3.3 Vacancies and Newly Created Directorships. Newly created directorships resulting from any increase in the number of Directors and any vacancies on the Board of Directors resulting from death, resignation, disqualification, removal or other cause shall be filled solely by the affirmative vote of a majority of the remaining Directors then in office, even though less than a quorum of the Board of Directors, or by a sole remaining Director. Any Director elected by reason of an increase in the number of Directors shall be elected only for a term of office continuing until the next election of Directors by the shareholders and until the election and qualification of such Director’s successor. Any Director elected to fill a vacancy not resulting from an increase in the number of Directors shall have the same remaining term as that of his or her predecessor. No decrease in the number of Directors constituting the Board of Directors shall shorten the term of an incumbent Director. A vacancy that will occur at a specific date (including but not limited to a resignation that specifies a later date) may be filled before the vacancy occurs, but the new Director may not take office until the vacancy occurs.

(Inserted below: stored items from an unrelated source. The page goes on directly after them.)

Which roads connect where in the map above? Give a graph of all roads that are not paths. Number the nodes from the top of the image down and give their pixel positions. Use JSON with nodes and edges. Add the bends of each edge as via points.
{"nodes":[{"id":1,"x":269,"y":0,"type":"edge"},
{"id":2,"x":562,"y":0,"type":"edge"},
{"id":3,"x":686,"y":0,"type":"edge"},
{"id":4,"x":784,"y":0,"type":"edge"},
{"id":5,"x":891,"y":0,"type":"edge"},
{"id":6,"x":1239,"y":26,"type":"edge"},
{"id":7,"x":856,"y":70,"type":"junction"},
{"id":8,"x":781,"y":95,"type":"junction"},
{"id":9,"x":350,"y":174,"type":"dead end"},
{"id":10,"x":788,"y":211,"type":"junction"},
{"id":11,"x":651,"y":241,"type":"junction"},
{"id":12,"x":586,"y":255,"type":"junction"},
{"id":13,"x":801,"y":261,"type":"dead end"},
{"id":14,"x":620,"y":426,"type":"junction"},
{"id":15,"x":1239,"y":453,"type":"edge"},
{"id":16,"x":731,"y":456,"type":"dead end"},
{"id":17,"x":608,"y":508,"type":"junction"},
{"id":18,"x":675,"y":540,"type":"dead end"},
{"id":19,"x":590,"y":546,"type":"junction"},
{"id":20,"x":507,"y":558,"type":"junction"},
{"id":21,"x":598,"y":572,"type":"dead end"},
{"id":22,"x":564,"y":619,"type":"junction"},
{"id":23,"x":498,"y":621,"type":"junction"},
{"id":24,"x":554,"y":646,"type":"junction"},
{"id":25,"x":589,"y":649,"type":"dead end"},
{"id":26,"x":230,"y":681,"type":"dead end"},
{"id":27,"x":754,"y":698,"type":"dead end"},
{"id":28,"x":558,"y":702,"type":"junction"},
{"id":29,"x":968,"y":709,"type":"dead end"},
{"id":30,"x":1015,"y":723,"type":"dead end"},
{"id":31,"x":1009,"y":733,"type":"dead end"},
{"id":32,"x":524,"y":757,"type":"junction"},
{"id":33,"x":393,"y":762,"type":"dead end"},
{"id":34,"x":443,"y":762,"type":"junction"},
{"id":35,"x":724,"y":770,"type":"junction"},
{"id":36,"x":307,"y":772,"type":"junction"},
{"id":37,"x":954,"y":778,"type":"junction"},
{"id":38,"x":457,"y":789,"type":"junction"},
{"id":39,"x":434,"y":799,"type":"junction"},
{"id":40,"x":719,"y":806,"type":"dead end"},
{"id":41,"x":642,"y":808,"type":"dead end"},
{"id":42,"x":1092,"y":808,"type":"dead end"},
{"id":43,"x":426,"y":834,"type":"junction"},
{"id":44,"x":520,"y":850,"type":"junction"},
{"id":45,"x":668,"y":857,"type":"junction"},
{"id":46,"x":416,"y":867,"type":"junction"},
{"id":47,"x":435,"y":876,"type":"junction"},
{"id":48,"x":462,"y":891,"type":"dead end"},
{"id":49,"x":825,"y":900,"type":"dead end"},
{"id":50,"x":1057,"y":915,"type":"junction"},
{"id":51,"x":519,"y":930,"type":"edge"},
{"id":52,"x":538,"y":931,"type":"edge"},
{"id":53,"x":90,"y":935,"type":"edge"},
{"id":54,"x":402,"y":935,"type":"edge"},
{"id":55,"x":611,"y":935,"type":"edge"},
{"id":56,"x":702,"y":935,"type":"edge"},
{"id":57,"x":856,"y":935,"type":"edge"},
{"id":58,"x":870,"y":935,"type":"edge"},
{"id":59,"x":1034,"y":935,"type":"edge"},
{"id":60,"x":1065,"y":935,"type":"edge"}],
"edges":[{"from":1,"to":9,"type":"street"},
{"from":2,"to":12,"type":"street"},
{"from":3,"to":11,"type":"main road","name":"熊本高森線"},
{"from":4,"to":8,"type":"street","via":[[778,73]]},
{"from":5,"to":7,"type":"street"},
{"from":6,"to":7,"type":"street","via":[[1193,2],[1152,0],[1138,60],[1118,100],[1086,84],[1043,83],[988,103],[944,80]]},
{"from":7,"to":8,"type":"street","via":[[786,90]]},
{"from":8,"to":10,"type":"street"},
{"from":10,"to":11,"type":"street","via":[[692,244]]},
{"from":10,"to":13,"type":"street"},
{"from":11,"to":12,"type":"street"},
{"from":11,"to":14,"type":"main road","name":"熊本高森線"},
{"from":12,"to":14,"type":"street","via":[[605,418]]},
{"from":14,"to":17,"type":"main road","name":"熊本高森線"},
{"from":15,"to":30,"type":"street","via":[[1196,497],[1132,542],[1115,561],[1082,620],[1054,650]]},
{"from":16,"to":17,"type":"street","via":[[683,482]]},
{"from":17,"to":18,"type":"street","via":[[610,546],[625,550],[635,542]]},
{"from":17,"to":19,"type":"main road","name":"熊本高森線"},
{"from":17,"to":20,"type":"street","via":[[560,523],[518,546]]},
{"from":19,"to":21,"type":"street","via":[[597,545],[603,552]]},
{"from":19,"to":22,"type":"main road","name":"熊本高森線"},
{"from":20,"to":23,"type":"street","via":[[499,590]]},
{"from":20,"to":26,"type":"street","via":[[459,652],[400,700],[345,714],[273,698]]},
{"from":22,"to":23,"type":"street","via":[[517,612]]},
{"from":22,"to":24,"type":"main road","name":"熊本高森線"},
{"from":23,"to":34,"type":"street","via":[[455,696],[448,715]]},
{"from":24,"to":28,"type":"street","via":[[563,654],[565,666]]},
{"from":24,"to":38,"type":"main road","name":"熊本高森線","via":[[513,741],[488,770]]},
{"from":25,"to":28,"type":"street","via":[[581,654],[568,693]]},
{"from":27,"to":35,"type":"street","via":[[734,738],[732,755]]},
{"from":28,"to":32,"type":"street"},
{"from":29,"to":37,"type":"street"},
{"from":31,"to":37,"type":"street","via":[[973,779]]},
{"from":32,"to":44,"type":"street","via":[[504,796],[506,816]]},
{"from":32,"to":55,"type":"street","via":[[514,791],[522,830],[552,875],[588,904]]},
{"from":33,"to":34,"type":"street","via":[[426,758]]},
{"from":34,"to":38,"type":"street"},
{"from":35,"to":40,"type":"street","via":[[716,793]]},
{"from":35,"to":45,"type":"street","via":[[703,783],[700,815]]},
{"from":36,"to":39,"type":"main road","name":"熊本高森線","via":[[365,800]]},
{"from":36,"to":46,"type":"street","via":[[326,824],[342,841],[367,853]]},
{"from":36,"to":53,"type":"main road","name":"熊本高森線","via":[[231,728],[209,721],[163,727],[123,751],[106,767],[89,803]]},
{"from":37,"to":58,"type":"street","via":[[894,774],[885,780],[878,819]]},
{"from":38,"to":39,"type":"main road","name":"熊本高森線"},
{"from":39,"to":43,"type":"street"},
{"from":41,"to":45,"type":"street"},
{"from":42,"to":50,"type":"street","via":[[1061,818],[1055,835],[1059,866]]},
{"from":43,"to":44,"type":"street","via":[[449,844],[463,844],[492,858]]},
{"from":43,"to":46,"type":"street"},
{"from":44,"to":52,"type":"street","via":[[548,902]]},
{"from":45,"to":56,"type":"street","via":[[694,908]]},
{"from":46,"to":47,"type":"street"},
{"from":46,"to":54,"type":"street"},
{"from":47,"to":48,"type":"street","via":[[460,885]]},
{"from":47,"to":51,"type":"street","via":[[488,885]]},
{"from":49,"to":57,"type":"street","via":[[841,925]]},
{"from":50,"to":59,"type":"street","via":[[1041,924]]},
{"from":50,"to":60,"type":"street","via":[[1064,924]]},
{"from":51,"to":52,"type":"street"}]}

3.4 Removal of Directors. Any Director serving for a term expiring at the third annual meeting of shareholders following the election of such Director shall be removable only for cause, and all other Directors, including all Directors elected at the 2017 annual meeting of shareholders and thereafter, shall be removable either with or without cause. The removal of any Director, whether with or without cause, shall require the affirmative vote of the holders of at least 66-2/3% of the voting power of the then outstanding shares of capital stock of the Corporation entitled to vote generally in the election of Directors, voting together as a single class. A Director may be removed by the shareholders only at a meeting called for the purpose of removing him, and the meeting notice must state that the purpose, or one of the purposes, of the meeting is removal of the Director.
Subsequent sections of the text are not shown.